Donald Trump has not refrained from moral justifications for violence. He wants to bring back “waterboarding” with the logic that “if it doesn’t work, they deserve it anyway for what they do to us.” When a protester shouted “Black Lives Matter” at a rally in Alabama and was punched, Trump condoned the violence afterwards, saying, “Maybe he deserved to get roughed up.

Trump’s blanket vilifying of all Muslims is seen by some as condoning the increasing number of hate crimes against Muslim Americans.

Even the ardent defender of free speech John Stuart Mill recognized that defaming a group when there’s an angry crowd outside their house constitutes criminal incitement to violence.

A house of cards

For a short time, Huey Long, George Wallace, and Pat Buchanan attained prominent positions of political influence as a result of their invective against ethnic minorities. The polls five days before the Iowa Caucus seem to indicate success for Trump, too.

But a reliance on whipping up anger and resentment is an unstable, high-risk strategy. Even Niccolo Machiavelli warned in his how-to manual of political deception The Prince that “[t]he populace is by nature fickle.” Supporters quickly turn against crafty leaders once they realize that they are being manipulated to satisfy the demagogue’s own egotistical craving for admiration and power.

Ultimately, the political instability and conflict inherent in the demagogue’s tactics precipitates his political downfall. Those who live by chaos ultimately perish by chaos.

Public awareness is key to stopping a demagogue.

famous study demonstrated that just telling youths that they were about to be persuaded by a speaker made them more skeptical of the message. Laying bare the hackneyed techniques of the demagogue can inoculate listeners against them.

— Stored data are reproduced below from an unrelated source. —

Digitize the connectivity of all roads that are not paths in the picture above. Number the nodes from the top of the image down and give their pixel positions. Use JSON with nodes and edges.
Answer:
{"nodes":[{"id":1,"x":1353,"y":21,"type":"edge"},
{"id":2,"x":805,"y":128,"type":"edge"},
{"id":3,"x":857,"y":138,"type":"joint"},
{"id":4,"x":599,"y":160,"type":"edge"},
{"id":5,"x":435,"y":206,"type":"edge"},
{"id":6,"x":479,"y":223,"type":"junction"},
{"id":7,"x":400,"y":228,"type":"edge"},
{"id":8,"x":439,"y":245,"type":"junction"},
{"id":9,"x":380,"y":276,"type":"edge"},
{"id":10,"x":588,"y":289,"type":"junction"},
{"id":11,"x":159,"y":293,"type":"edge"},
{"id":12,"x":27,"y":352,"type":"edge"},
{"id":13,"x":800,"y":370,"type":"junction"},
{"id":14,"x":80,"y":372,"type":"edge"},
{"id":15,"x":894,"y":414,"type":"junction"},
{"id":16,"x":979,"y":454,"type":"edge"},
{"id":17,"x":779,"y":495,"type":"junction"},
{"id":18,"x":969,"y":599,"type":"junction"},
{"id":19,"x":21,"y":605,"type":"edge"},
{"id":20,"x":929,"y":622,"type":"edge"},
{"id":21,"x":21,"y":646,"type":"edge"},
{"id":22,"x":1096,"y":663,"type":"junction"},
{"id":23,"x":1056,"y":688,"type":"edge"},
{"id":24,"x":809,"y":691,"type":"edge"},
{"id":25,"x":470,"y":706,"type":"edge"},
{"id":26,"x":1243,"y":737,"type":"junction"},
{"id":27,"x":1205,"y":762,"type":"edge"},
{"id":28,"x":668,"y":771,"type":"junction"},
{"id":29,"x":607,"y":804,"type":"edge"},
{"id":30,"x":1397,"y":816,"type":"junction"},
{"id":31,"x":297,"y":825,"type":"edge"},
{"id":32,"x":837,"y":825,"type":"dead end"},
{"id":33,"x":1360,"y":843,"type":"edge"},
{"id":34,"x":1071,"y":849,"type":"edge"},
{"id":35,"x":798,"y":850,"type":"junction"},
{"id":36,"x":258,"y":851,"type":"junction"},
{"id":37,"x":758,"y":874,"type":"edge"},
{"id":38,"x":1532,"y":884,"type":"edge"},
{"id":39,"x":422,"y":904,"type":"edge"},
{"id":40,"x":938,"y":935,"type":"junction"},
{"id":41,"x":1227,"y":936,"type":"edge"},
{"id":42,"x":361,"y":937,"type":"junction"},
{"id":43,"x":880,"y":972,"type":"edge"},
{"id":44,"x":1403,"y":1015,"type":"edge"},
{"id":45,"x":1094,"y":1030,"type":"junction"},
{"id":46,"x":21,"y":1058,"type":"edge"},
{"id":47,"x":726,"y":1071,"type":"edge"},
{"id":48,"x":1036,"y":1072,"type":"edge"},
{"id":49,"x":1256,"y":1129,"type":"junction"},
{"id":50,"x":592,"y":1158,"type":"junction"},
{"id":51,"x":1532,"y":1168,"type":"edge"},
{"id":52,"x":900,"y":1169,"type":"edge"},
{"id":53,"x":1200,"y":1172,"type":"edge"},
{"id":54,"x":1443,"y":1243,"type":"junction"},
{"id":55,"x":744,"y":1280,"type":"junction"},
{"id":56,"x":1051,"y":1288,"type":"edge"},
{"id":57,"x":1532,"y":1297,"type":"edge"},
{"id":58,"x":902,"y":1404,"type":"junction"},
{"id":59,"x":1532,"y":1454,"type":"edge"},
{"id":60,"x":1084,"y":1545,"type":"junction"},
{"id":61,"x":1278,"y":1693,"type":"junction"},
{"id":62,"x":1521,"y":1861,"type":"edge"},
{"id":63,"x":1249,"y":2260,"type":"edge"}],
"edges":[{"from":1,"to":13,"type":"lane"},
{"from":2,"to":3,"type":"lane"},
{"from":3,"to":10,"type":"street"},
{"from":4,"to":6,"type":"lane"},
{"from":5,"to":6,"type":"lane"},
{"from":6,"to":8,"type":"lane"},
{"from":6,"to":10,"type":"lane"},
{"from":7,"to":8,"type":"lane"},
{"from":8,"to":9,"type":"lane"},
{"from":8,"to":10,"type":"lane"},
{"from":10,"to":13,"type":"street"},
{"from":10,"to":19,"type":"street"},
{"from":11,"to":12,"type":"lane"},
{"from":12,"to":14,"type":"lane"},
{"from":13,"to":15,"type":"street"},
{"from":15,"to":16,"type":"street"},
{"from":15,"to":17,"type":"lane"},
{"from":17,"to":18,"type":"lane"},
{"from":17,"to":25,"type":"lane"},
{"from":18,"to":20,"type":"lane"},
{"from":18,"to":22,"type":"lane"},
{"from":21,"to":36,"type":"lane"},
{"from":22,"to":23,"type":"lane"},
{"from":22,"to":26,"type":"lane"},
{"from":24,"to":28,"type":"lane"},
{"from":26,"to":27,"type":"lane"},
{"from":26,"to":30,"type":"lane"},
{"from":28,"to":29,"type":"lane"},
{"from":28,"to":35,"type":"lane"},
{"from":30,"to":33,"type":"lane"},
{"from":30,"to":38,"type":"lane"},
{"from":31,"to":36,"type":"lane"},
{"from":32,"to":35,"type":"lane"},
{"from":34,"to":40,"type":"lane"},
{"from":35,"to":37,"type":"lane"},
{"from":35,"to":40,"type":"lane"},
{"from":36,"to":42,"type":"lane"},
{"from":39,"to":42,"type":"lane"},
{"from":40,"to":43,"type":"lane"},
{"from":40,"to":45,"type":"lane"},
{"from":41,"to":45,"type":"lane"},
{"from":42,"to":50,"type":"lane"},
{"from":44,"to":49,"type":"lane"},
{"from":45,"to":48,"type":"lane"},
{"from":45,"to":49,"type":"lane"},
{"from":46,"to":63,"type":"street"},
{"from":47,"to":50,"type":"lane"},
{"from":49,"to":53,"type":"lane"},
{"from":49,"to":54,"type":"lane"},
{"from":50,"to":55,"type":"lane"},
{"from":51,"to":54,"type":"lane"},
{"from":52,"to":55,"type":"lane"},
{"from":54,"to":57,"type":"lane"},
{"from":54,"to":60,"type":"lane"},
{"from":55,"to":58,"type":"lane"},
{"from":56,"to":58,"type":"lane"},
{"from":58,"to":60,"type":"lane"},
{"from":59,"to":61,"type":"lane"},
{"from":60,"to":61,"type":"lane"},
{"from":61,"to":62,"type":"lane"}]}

Demagogues are vulnerable because they set up massively unrealistic expectations. Eventually it becomes apparent that their claims lack sound basis. The ability of the media to puncture the bubble is one reason why demagogues despise them so intensely. Perhaps this explains Trump’s attacks on Megyn Kelly of Fox News.

At various points in its history, America has learned that scapegoating religious and ethnic minorities is not the best way to cope with uncertainty and challenging times. Rather, facing the future without fear and hatred is the only chance we have of uniting our diverse population and achieving economic inclusion and political stability.

In Trump’s case, the likeliest scenario is still one of political self-destruction. Egotism, hubris and a penchant for violence inevitably sow the conditions for the demagogue’s own demise.